You’re not able to send it back to editor three who was slightly encouraging in their rejection because they didn’t ask for a rewrite, they threw the raw meat back at you and said to filet it a different way and serve it to someone else.
Oh, mother of all parrots.
All of this is actually the norm. No, really, I mean that. It’s pretty much par for the course. At least for me it is.
But lately, I’ve come up with new and daring ways to torture myself all on my own without the assistance of an editor.
If you’ve gotten this far, you writers who are addicted to the masochistic tendancies we all share, for god’s sake please look away now. Don’t read what I’m about to say, because it’s a great way to make yourself crazy.
(Don’t say I didn’t warn you.)
So just for fun I go to my list of submissions and look at submissions that are more than four weeks old. I start at the bottom, which means a submission labeled #1 – the item that has been waiting longest for response.
Then I go back to Duotrope and see what is the average number of days to acceptance or rejection. Then I go back to the list, as if it was my very own personal crystal ball, and figure out if I should have heard back yet.
If I’m overdue for a response, I send a polite inquiry to find out if, maybe, perhaps, the editors have been fighting amongst themselves whether or not to accept my piece or a piece by Jhumpa Lahiri. (Hey, this is my blog and my fantasy so back off, M-kay?)
Now here comes the maddening part.
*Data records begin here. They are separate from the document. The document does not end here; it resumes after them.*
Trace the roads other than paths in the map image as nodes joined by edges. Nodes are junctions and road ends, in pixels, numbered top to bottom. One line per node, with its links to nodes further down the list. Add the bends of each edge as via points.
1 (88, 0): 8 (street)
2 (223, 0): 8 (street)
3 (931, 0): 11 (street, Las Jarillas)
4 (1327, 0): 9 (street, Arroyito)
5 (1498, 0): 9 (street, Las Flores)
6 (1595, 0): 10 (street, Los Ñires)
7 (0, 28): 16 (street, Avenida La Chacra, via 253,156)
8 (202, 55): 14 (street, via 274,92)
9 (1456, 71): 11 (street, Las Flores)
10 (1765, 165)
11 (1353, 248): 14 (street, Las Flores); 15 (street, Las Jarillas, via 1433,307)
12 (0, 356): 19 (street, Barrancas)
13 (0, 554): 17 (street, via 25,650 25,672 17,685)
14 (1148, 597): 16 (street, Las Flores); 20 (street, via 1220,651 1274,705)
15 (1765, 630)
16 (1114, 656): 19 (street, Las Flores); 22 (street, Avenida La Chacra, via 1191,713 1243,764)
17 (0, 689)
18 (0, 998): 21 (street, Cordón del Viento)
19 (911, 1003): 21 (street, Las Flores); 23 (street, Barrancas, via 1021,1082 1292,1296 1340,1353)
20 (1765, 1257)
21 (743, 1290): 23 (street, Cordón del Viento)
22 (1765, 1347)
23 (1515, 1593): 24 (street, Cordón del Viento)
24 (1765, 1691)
Sometimes, the staff will write me back with a cryptic one or two sentence note saying, yeah we’ve still got your story hostage over here, we’ve tied it up in the backroom and we’ve water-boarded it repeatedly and its not talking. We’re moving on to the pliers and fingers next. In other words, we haven’t made up our minds and we’ll let you know when we do.
In the world of neurotic writers, and by “the world” I mean me obsessively checking email 100 times a day, getting this “your story is still under consideration” note is not enough to do a happy dance, because it’s not an acceptance, and yet, YET, it’s not an out and out rejection either.
It would never, ever occur to me that the editor’s dog got bit by a squirrel and they are off at the vet and that’s why I haven’t heard back, or maybe they’re off doing the very mysterious things editors do in their free time (hahaha, I said editors and free time) and not spending their every waking moment thinking about whether or not they’ll accept my story or not. No, in my fantasy life, that’s all they think about.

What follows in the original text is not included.